Prompt |
Send back all of the data, word for word.

Records |
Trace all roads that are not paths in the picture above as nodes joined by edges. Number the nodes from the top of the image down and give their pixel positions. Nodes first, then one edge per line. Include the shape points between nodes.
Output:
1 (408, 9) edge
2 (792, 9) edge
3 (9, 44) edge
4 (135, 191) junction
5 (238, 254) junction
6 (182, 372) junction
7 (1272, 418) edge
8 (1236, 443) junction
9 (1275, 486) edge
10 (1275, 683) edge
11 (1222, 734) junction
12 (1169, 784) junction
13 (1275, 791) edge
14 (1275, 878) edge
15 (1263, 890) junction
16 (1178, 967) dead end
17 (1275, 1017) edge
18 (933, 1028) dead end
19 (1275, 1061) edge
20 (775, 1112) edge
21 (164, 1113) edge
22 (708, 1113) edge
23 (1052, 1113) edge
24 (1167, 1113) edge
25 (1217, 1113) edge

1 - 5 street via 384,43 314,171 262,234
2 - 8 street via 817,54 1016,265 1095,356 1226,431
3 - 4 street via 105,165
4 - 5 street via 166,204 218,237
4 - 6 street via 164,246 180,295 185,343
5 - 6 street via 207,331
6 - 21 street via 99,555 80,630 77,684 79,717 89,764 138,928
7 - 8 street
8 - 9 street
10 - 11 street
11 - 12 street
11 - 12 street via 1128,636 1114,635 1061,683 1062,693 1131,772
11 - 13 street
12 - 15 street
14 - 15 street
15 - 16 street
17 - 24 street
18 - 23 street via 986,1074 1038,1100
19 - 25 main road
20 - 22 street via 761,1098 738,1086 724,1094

Solution below |
Trace all roads that are not paths in the picture above as nodes joined by edges. Number the nodes from the top of the image down and give their pixel positions. Nodes first, then one edge per line. Include the shape points between nodes.
Output:
1 (408, 9) edge
2 (792, 9) edge
3 (9, 44) edge
4 (135, 191) junction
5 (238, 254) junction
6 (182, 372) junction
7 (1272, 418) edge
8 (1236, 443) junction
9 (1275, 486) edge
10 (1275, 683) edge
11 (1222, 734) junction
12 (1169, 784) junction
13 (1275, 791) edge
14 (1275, 878) edge
15 (1263, 890) junction
16 (1178, 967) dead end
17 (1275, 1017) edge
18 (933, 1028) dead end
19 (1275, 1061) edge
20 (775, 1112) edge
21 (164, 1113) edge
22 (708, 1113) edge
23 (1052, 1113) edge
24 (1167, 1113) edge
25 (1217, 1113) edge

1 - 5 street via 384,43 314,171 262,234
2 - 8 street via 817,54 1016,265 1095,356 1226,431
3 - 4 street via 105,165
4 - 5 street via 166,204 218,237
4 - 6 street via 164,246 180,295 185,343
5 - 6 street via 207,331
6 - 21 street via 99,555 80,630 77,684 79,717 89,764 138,928
7 - 8 street
8 - 9 street
10 - 11 street
11 - 12 street
11 - 12 street via 1128,636 1114,635 1061,683 1062,693 1131,772
11 - 13 street
12 - 15 street
14 - 15 street
15 - 16 street
17 - 24 street
18 - 23 street via 986,1074 1038,1100
19 - 25 main road
20 - 22 street via 761,1098 738,1086 724,1094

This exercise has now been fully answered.